Akka cluster sharding configuration - scala

Ok, I have 2 instances of my backend, hosted on 2 difference centos servers. What I want to do using Akka Cluster Sharding is to divide the work done by each of these instances:
I have data for 4 countries, which is retrieved from db at every 10 seconds by both backend instances, which update a Redis instance. So, multiple times, I have duplicated requests, because both backends get data for same country;
Using Akka Cluster Sharding, I try to divide the work dinamically, instance1 to get data for ES and EN, instance2 to get data for DE and IT. In case of instance1 is down, instance2 will take the jobs and will get data even for ES/EN.
I tought this is simple...but not.
All jobs are done by Akka Actors, so using Cluster Sharding, I thought all declared actors (from both instances) will be centralized somewhere, to can manipulate which do whatever job.
On localhost, all works fine, because I have an instance for my app with port 9001 and 2 cluster nodes with ports 2551 and 2552. But for production, I can't understand how to configure the hostnames
application.conf
"clusterRegistration" {
akka {
actor {
allow-java-serialization = on
provider = cluster
}
remote.artery {
enabled = on
transport = aeron-udp
}
cluster {
jmx.multi-mbeans-in-same-jvm = on
seed-nodes = [
"akka://ClusterService#instance1:8083",
"akka://ClusterService#instance1:2551"
]
}
}
}
class
object ClusterSharding {
def createNode(hostname: String, port: Int, role: String, props: Props, actorName: String) = {
val config = ConfigFactory.parseString(
s"""
|akka.cluster.roles = ["$role"]
|akka.remote.artery.canonical.hostname = $hostname
|akka.remote.artery.canonical.port = $port
|""".stripMargin
).withFallback(ConfigFactory.load
.getConfig("clusterRegistration"))
val system = ActorSystem("ClusterService", config)
system.actorOf(props, actorName)
}
val master = createNode("instance1", 8083, "master", Props[Master], "master")
createNode("instance1", 2551, "worker", Props[Worker], "worker")
createNode("instance2", 8083, "worker", Props[Worker], "worker")
Future {
while (true) {
master ! Proceed // this will fire an Actor Resolver case
Thread.sleep(5000)
}
}
}
master actor
class Master extends Actor {
var workers: Map[Address, ActorRef] = Map()
val cluster = Cluster(context.system)
override def preStart(): Unit = {
cluster.subscribe(
self,
initialStateMode = InitialStateAsEvents,
classOf[MemberEvent],
classOf[UnreachableMember]
)
}
override def postStop(): Unit = {
cluster.unsubscribe(self)
}
def receive = handleClusterEvents // cluster events
.orElse(handleWorkerRegistration) // worker registered to cluster
.orElse(handleJob) // give jobs to workers
def handleJob: Receive = {
case Proceed => {
// Here I must be able to use all workers from both instances
// (centos1 and centos2) and give work for each dinamically
if (workers.length == 2) {
worker1 ! List("EN", "ES")
worker2 ! List("DE", "IT")
} else if (workers.length == 1) {
worker ! List("EN", "ES", "DE", "IT")
} else {
execQueries() // if no worker is available, each backend instance will exec queries on his own way
}
}
}
}
Both instances are hosted with port 8083 (centos1: instance1:8083, centos2: instance2:8083).

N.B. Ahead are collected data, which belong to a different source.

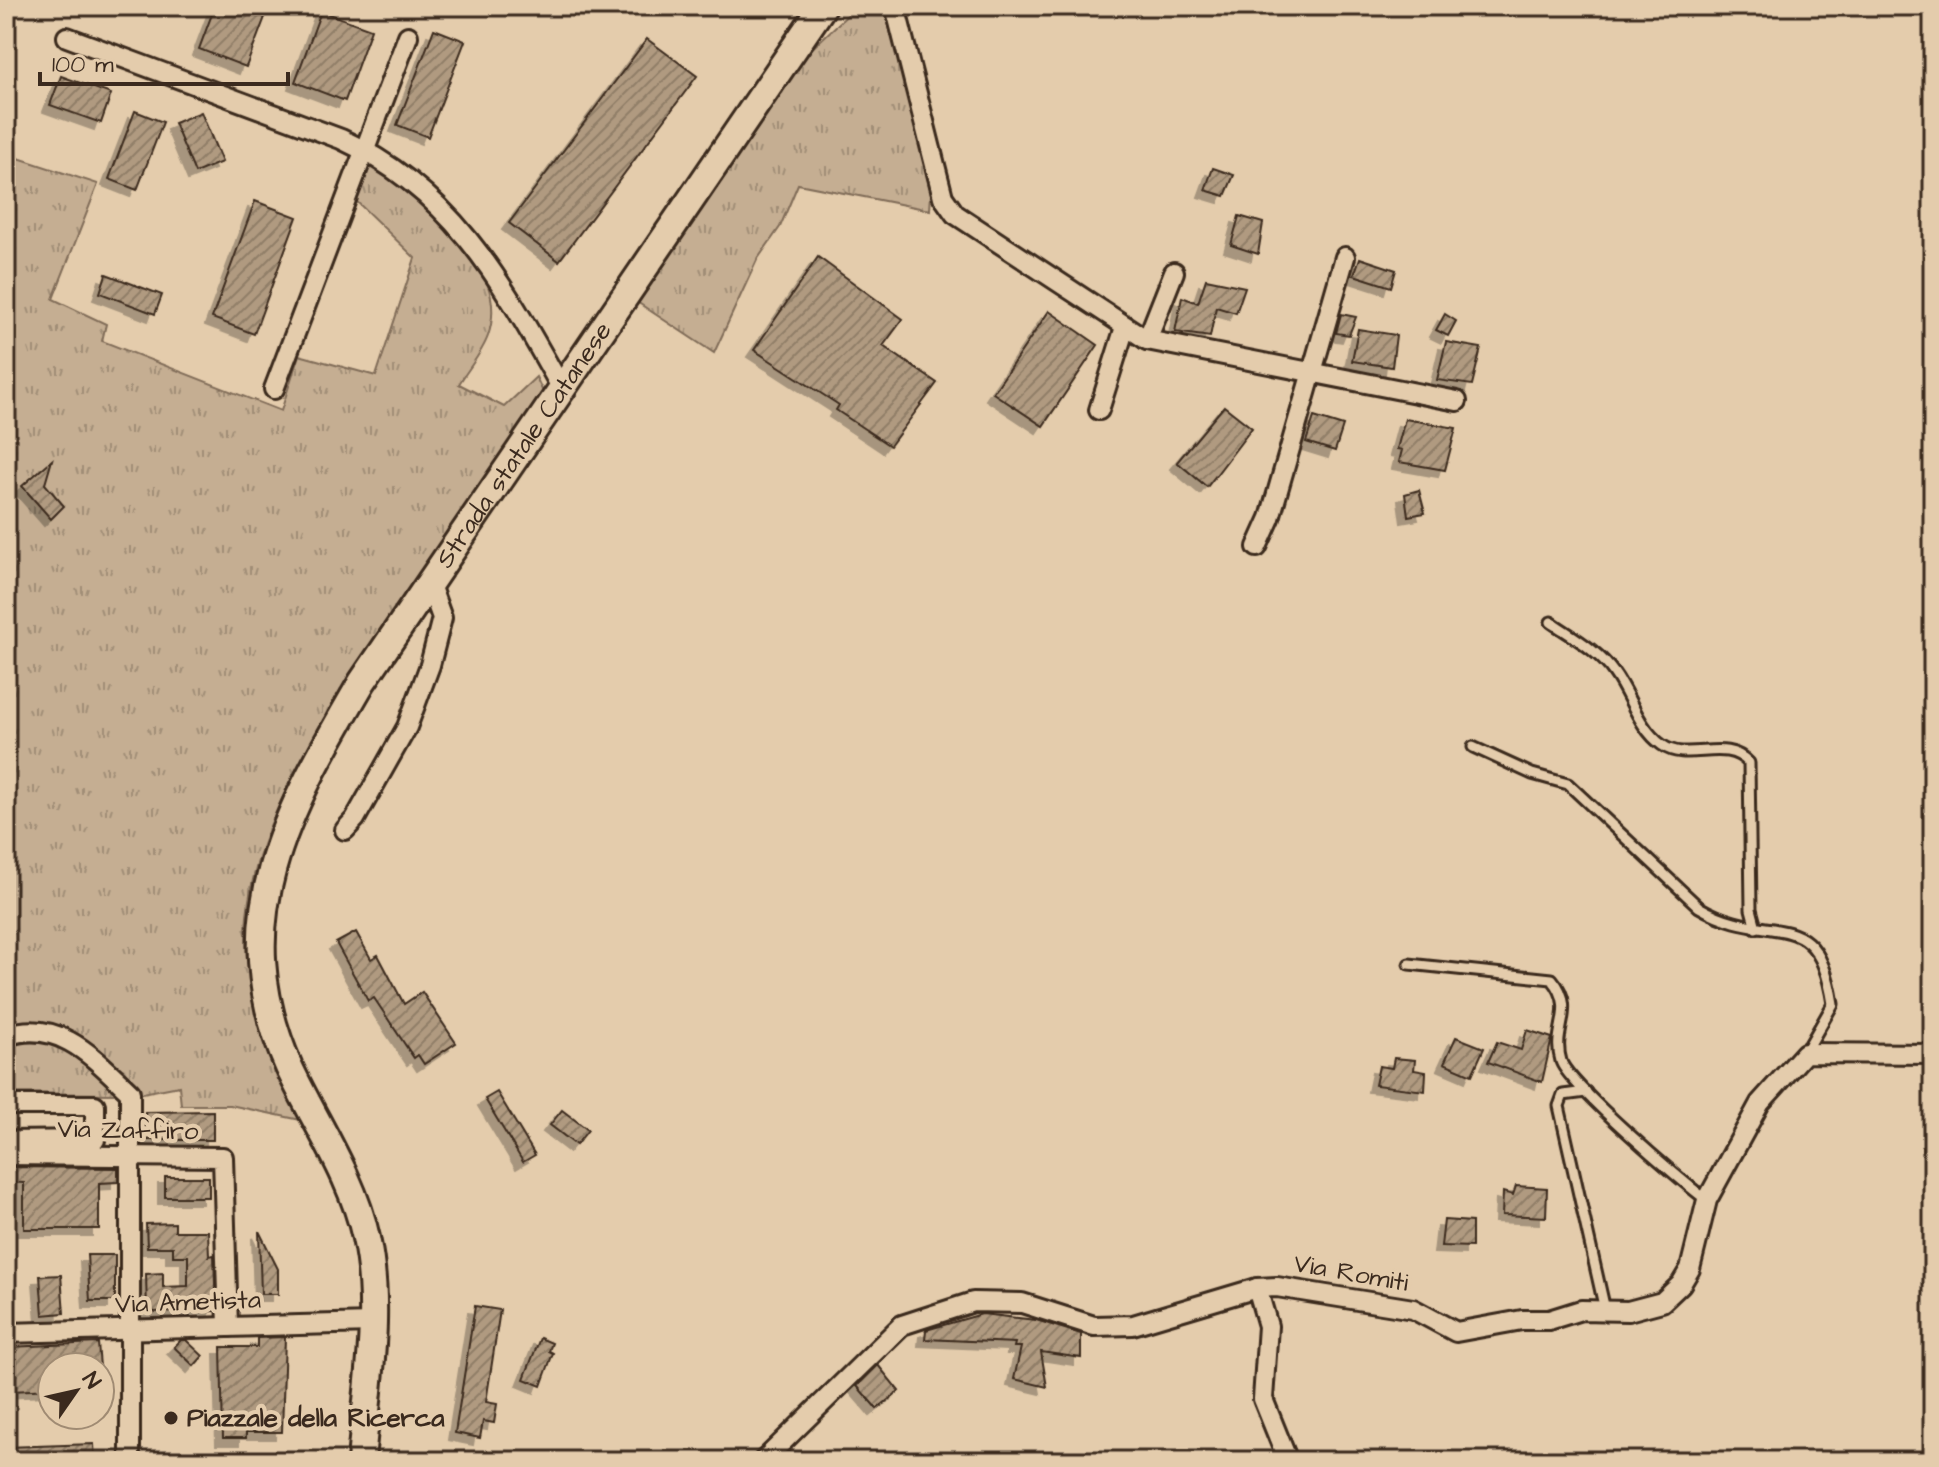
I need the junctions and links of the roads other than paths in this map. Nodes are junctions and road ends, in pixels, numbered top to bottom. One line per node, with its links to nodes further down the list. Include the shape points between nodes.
1 (823, 6): 11 (main road, Strada statale Catanese)
2 (895, 6): 8 (street, via 947,205)
3 (408, 36): 5 (street)
4 (67, 37): 5 (street)
5 (364, 149): 11 (street, via 405,176 471,241 496,272); 12 (street)
6 (1345, 257): 10 (street)
7 (1174, 272): 9 (street)
8 (1125, 327): 9 (street); 14 (street)
9 (1147, 340): 10 (street)
10 (1311, 374): 13 (street); 15 (street)
11 (561, 387): 16 (main road, Strada statale Catanese)
12 (274, 389)
13 (1457, 401)
14 (1099, 410)
15 (1257, 547)
16 (429, 582): 19 (street, via 442,618 430,665 407,727); 33 (main road, Strada statale Catanese, via 309,772 279,839 264,901 261,966 266,998 289,1066 358,1210 371,1268)
17 (1551, 622): 20 (lane, via 1612,669 1646,728 1664,747 1729,750 1749,763 1751,909)
18 (1473, 747): 20 (lane, via 1568,784 1699,907 1735,925)
19 (345, 830)
20 (1756, 928): 23 (lane, via 1793,933 1819,951 1833,1004)
21 (1409, 964): 25 (lane, via 1552,979 1565,999 1560,1058)
22 (6, 1036): 29 (street, via 44,1032 69,1039 130,1092)
23 (1805, 1053): 24 (street); 30 (street, Via Romiti, via 1760,1103)
24 (1933, 1054)
25 (1586, 1092): 30 (lane); 32 (lane, via 1563,1095 1559,1106)
26 (6, 1105): 27 (street, via 95,1105 95,1140)
27 (6, 1141)
28 (6, 1155): 29 (street, Via Zaffiro)
29 (130, 1156): 34 (street, Via Zaffiro, via 223,1157); 35 (street)
30 (1707, 1200): 32 (street, Via Romiti, via 1698,1247 1681,1284 1662,1302 1628,1311)
31 (1257, 1288): 32 (street, Via Romiti, via 1413,1309 1456,1332); 39 (street, Via Romiti, via 1115,1327 1094,1326 1022,1303 973,1302 902,1325); 40 (street, via 1268,1326 1263,1399)
32 (1605, 1310)
33 (372, 1323): 34 (street, Via Ametista); 38 (main road, Strada statale Catanese)
34 (228, 1327): 35 (street, Via Ametista)
35 (130, 1330): 36 (street, Via Ametista); 37 (street)
36 (6, 1333)
37 (130, 1461)
38 (361, 1461)
39 (763, 1461)
40 (1288, 1461)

If I use settings just for one of the instances in application.conf and in createNode (instance1 for example), I can see in logs that the workers are created, but there is no communication with the second instance.
Where I'm wrong? thx

Your approach to configuring the hostnames is viable. There are better ways to do it (depending on how you're deploying the service: manual deploy vs. ansible/chef/puppet vs. docker vs. kubernetes/nomad/mesos will be different), but setting the hostname isn't likely your actual problem.
Your current approach will give you a master and 2 workers on every node and you're not actually using Cluster Sharding (you're using Cluster, but Cluster Sharding is something you opt into on top of Cluster). From the code you've posted, I strongly suspect that using Cluster Sharding will entail a dramatic redesign (though without posting the Worker and more complete Master code, it's hard to say).
The broad approach I'd take with this would be to have the process of updating Redis for a given country be owned by a sharded entity (keyed by that country). A cluster singleton actor would trigger the update process for each country every 10 seconds. Because we're using sharding and singleton, I'd probably actually have at least 3 instances of the service, or alternatively make use of a strongly consistent external lease system (the other split-brain resolution strategies (note that cluster sharding and cluster singleton basically force you to resolve split-brains) will all boil down, at least half the time, to losing one node is the same as losing both in a 2-node cluster). Because sharding implies that the actor for a process could be stopped arbitrarily (and possibly resumed on a different node), you'll also want to think about how the process can be resumed in a way that makes sense for the application.
Starting multiple ActorSystems in the same JVM process is generally only a good idea in fairly specific circumstances.

Related

How to connect searchkick (in a Rails app &/ Sidekiq job) to multiple elasticsearch clusters without stomping on global searckick config?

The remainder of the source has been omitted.